A Prototype Debugging Tool for MIT Scheme
- Toski: The desktop IDE app project
- Extras: containing supplemental files & images (no code)
Very simply, there are only two: the OS, and the language (dependencies considered harmful)
- MacOS, running 10.10 or higher (OS X Yosemite or higher)
- and because it's a Cocoa Mac App, XCode is required to build the app (but not to run it)
- MIT-Scheme already installed. Follow installation instructions here: [MIT-Scheme from GNU][install]. The location of your installation shouldn't matter.
Assuming you are on Mac running a modern version of MacOS (10.10 or higher), and you have mit-scheme installed: simply launch the app as you would any other GUI.
You can download the fully built, GUI app here: Schemer.app
Toski is called Toski because Emacs is called Emacs.
This project should build with any reasonably recent version of XCode (it was written and tested on XCode 10).

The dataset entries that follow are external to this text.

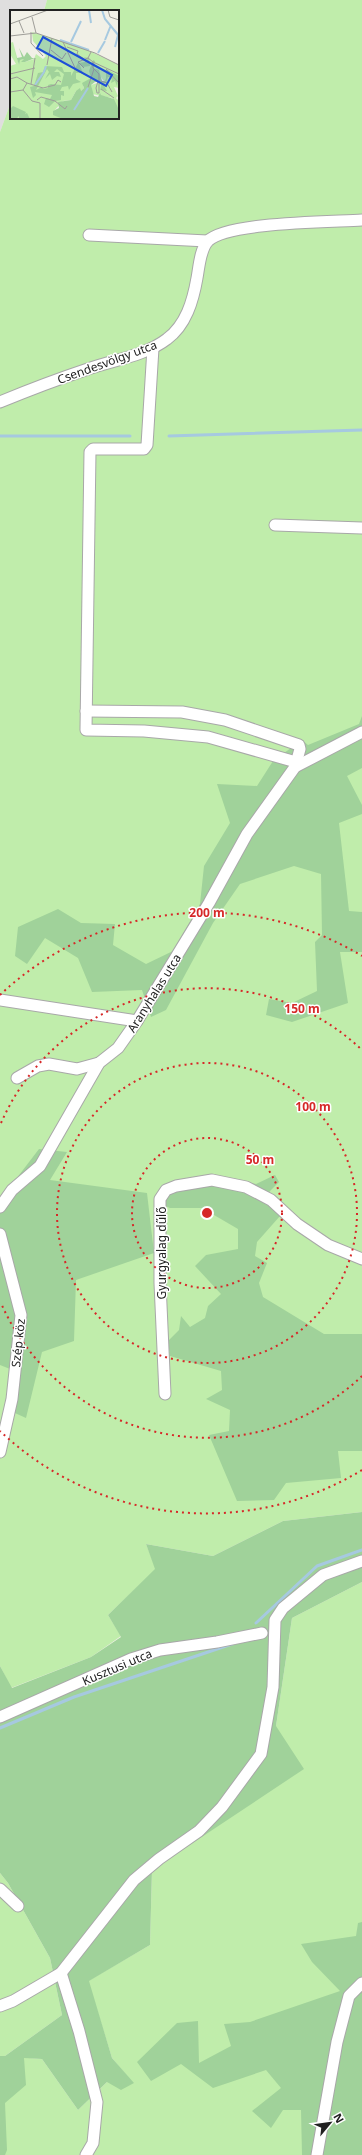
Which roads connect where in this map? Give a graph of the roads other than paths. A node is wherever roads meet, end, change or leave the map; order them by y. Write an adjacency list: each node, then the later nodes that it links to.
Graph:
1 (362, 220): 3 (street)
2 (89, 234): 3 (street)
3 (207, 241): 4 (street, Csendesvölgy utca)
4 (153, 348): 5 (street, Csendesvölgy utca); 8 (street)
5 (0, 402)
6 (275, 525): 7 (street)
7 (362, 528)
8 (86, 711): 10 (street); 10 (street)
9 (362, 732): 10 (street, Aranyhalas utca)
10 (295, 764): 12 (street, Aranyhalas utca)
11 (0, 1000): 12 (street)
12 (137, 1021): 13 (street, Aranyhalas utca)
13 (99, 1063): 14 (street); 15 (street, Aranyhalas utca)
14 (17, 1078)
15 (0, 1207)
16 (0, 1234): 19 (street, Szép köz)
17 (362, 1260): 18 (street, Gyurgyalag dűlő)
18 (165, 1394)
19 (0, 1452)
20 (362, 1561): 25 (street)
21 (262, 1633): 22 (street, Kusztusi utca)
22 (0, 1717)
23 (0, 1889): 24 (street)
24 (18, 1906)
25 (61, 1973): 27 (street); 28 (street)
26 (362, 1983): 29 (street)
27 (0, 2006)
28 (86, 2155)
29 (318, 2155)

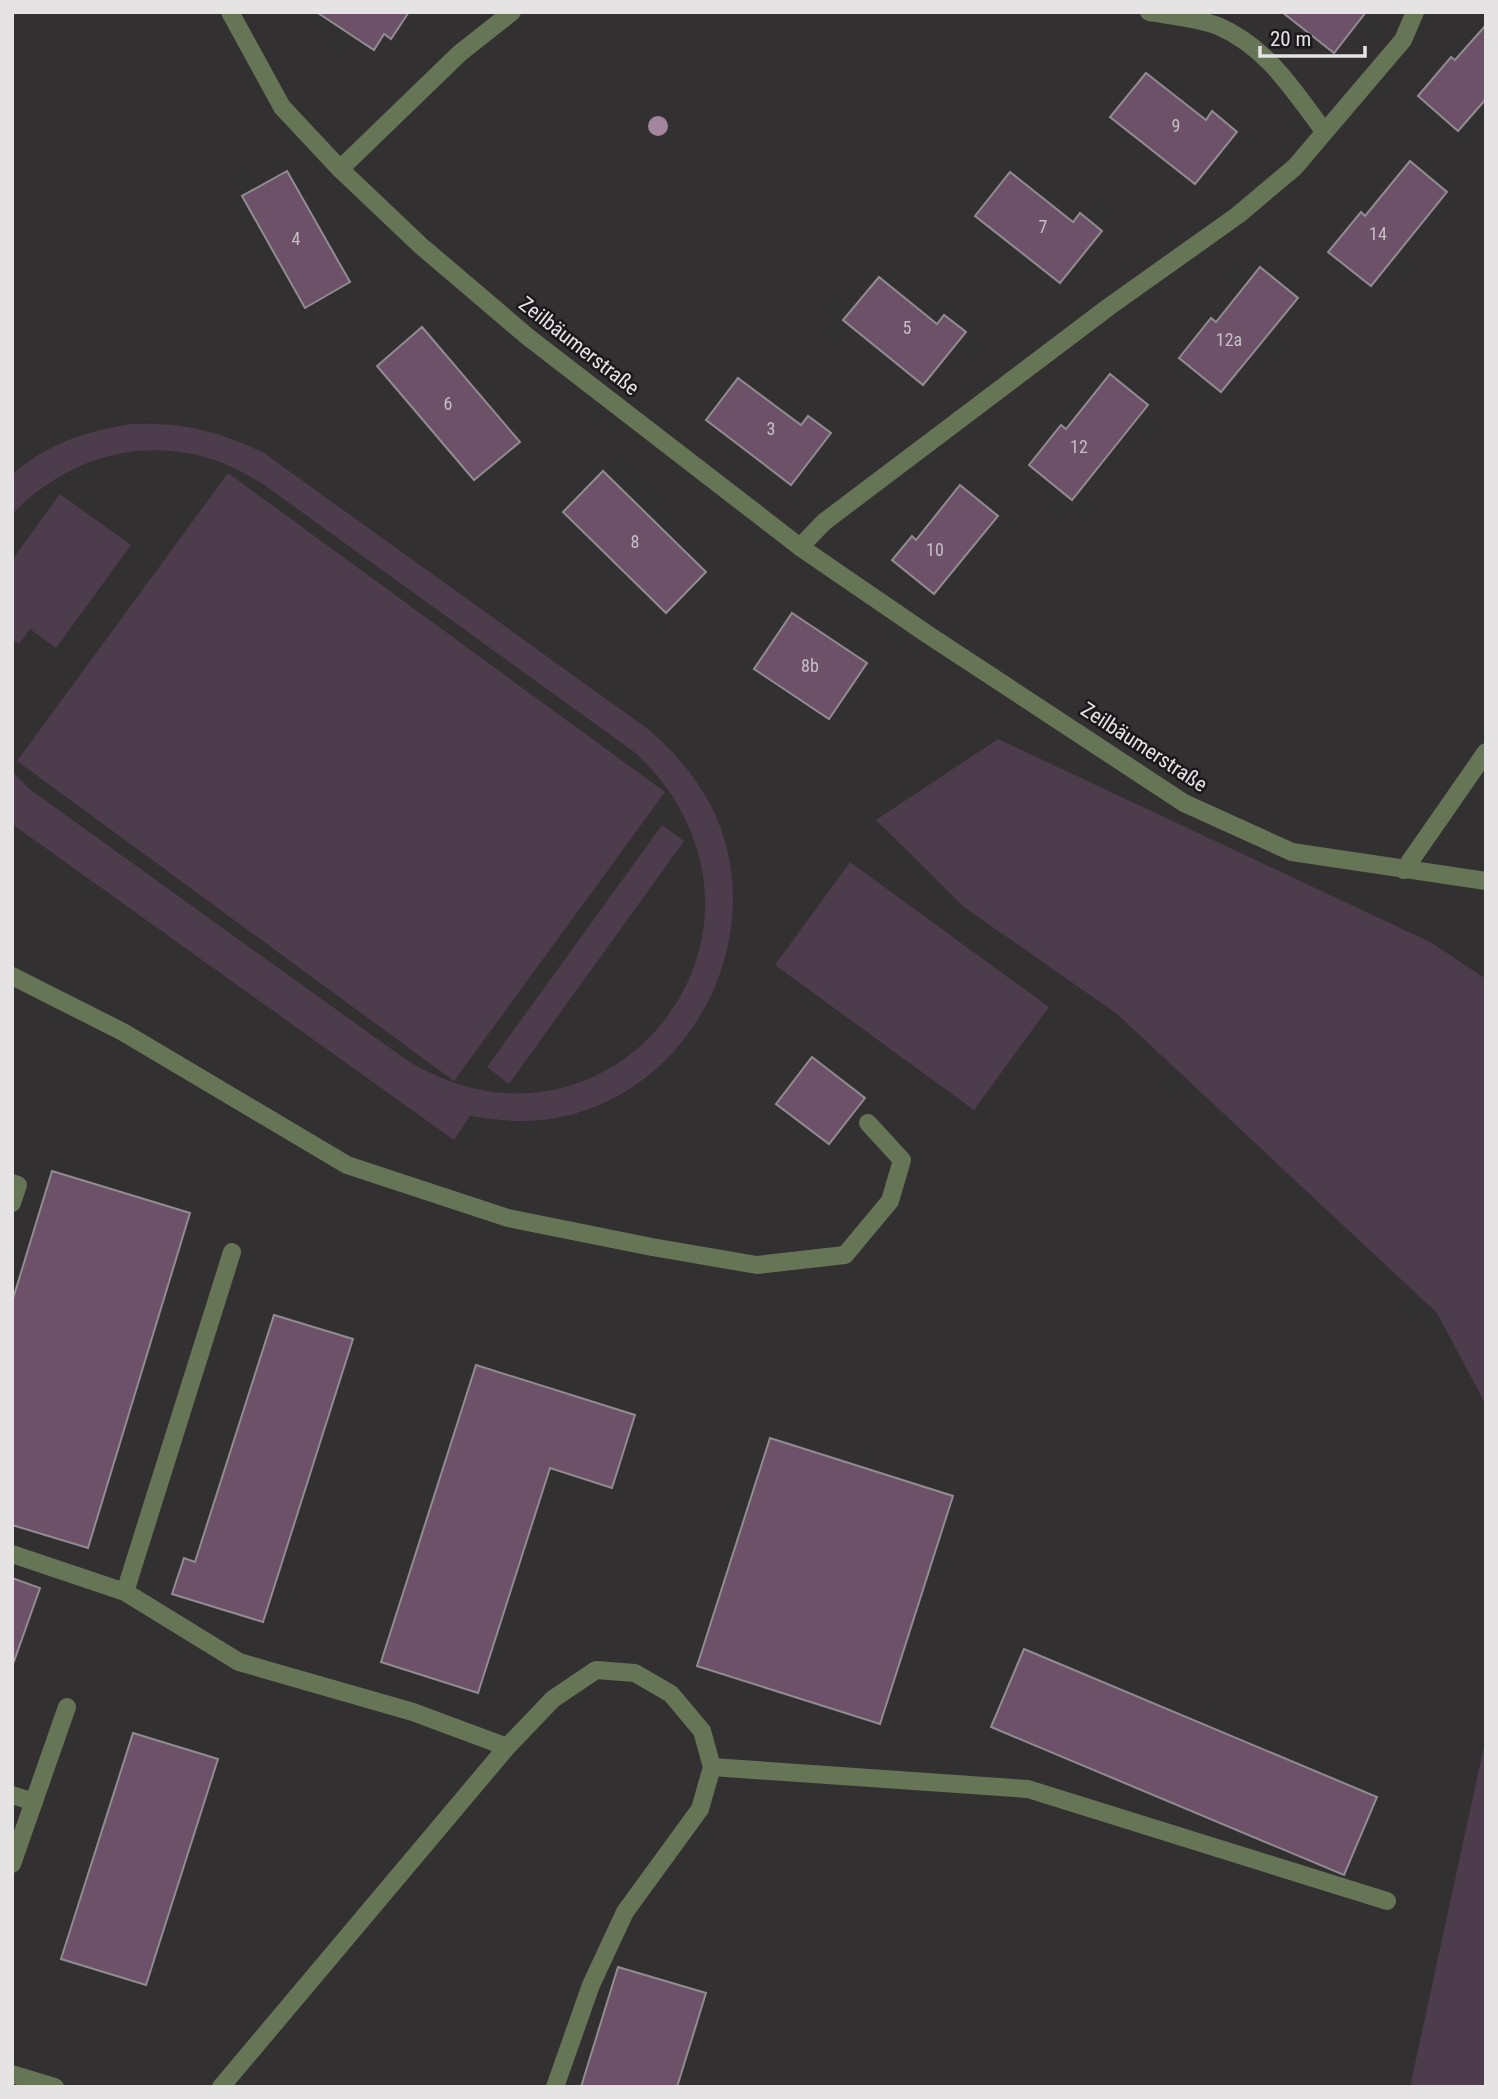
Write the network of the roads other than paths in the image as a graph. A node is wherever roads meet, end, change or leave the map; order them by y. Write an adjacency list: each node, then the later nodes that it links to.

A note about stopping the Toski process: Toski works by keeping an open pipe to an instance of MIT-Scheme. If you close the app normally, the pipe and the Scheme instance will stop. However, if you force-quit the app, or you use XCode to stop running a build of Toski, the MIT Scheme instance will continue running. Scheme will not like this, and it will start to use an unreasonable amount of CPU. If this happens, you can simply use Activity Monitor to force-quit processes that are called "mit-scheme-c". However the way to prevent this in the first place is to simply close out of the app, or Cmd-Q the app, instead of force-quitting it.